Late last month, Ukrainian Minister of Foreign Affairs Dmytro Kuleba called for all countries to criminalize the letter as a symbol of support for the Russian invasion.

"I call on all states to criminalize the use of the 'Z' symbol as a way to publicly support Russia's war of aggression against Ukraine," Kuleba tweeted on March 28. "'Z' means Russian war crimes, bombed out cities, thousands of murdered Ukrainians.
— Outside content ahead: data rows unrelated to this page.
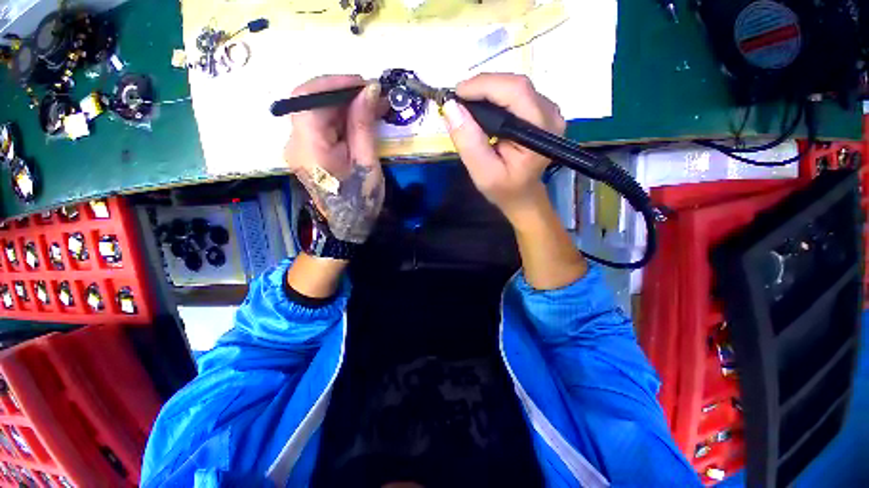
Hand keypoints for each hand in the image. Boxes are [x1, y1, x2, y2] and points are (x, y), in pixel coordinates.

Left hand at [284, 75, 385, 243]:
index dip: (333, 84)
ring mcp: (298, 146)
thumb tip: (370, 90)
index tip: (362, 83)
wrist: (347, 226)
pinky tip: (360, 120)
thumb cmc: (360, 200)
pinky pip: (320, 125)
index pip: (307, 99)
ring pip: (316, 112)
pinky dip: (340, 118)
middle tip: (373, 95)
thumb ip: (364, 125)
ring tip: (372, 107)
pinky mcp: (306, 150)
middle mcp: (294, 143)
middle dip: (342, 94)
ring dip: (344, 105)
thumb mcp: (367, 163)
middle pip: (310, 103)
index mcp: (309, 148)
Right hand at [442, 74, 565, 222]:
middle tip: (457, 101)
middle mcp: (550, 115)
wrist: (523, 195)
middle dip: (483, 87)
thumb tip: (451, 107)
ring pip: (514, 86)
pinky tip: (482, 109)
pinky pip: (516, 94)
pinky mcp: (541, 111)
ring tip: (466, 106)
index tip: (455, 95)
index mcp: (540, 131)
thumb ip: (469, 142)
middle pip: (515, 85)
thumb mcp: (483, 173)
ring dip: (487, 91)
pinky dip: (495, 97)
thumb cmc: (504, 189)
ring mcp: (549, 111)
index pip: (515, 91)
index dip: (483, 85)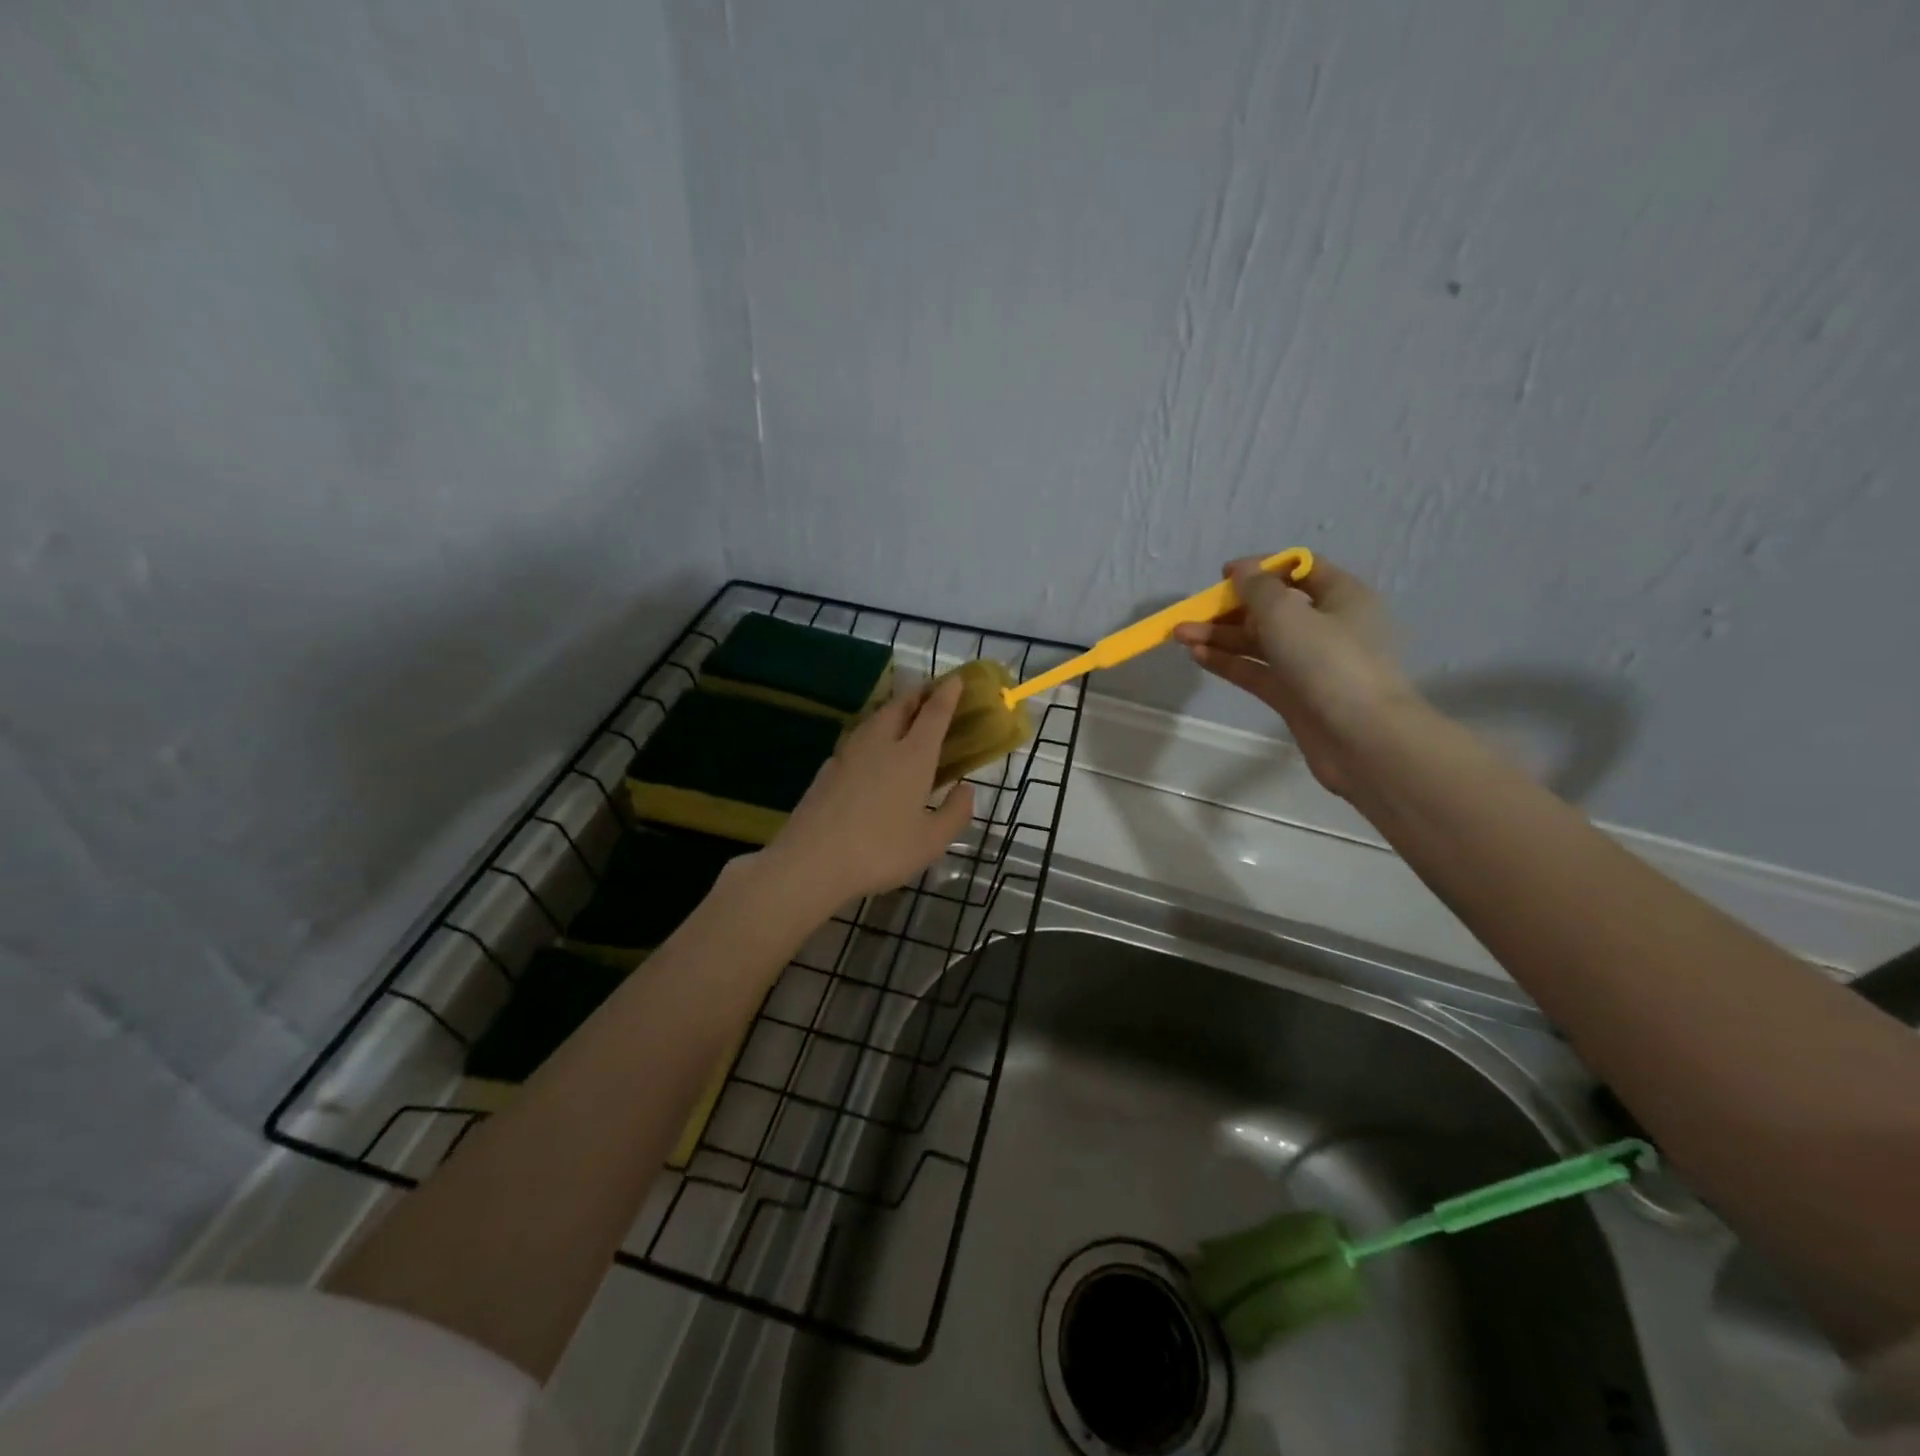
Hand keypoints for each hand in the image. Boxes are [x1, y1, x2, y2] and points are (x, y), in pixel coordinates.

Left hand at [758, 676, 975, 907]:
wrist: (812, 861)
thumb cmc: (881, 851)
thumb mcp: (931, 842)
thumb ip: (955, 813)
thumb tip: (966, 789)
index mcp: (912, 756)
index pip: (934, 713)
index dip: (947, 694)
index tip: (956, 679)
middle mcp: (881, 744)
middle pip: (900, 707)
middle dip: (917, 695)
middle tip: (930, 693)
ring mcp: (849, 754)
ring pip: (874, 719)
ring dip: (892, 710)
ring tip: (902, 715)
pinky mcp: (827, 769)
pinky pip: (856, 740)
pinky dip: (871, 734)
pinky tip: (869, 752)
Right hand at [1173, 556, 1415, 798]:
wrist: (1363, 739)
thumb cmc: (1330, 662)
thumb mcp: (1288, 614)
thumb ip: (1258, 589)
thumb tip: (1242, 571)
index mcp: (1340, 596)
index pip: (1299, 570)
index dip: (1261, 568)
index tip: (1224, 575)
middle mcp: (1327, 626)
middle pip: (1272, 608)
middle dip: (1230, 608)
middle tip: (1192, 613)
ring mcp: (1310, 664)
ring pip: (1259, 641)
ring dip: (1220, 636)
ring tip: (1180, 635)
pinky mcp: (1294, 695)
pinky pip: (1256, 671)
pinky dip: (1228, 662)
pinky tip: (1197, 656)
Public support of this barbarism must be forbidden."

While "Z" recently became heavily associated with the Russian military due in part to it appearing on vehicles that invaded Ukraine, few seem to agree on the meaning behind the symbol.

Theories have alternatively cast the symbol as a reference to Nazis, Ukrainian President Volodymyr Zelensky or the Russian terms "Za pobedy" [for victory] and "Zapad" [West].

A Russian news presenter suggested on Monday that that symbol was meant to represent two number 7s—marking 77 years since the Russian Victory Day parade that followed the end of World War II.

Some have claimed that the Russian military using the symbol also served a functional purpose, such as a method to communicate between units or to avoid friendly fire by helping soldiers differentiate their vehicles from Ukrainian forces.

"Often these symbols will be location-based—they will be communicating where a unit is heading," professor Michael Clarke, former director of the think tank Rusi, told Sky News last month. "They are probably signs which tell you which units are heading to the northeast or northwest of a district, for example."

Newsweek reached out to the Washington, D.C.-based embassies of Lithuania, Ukraine and Russia for comment.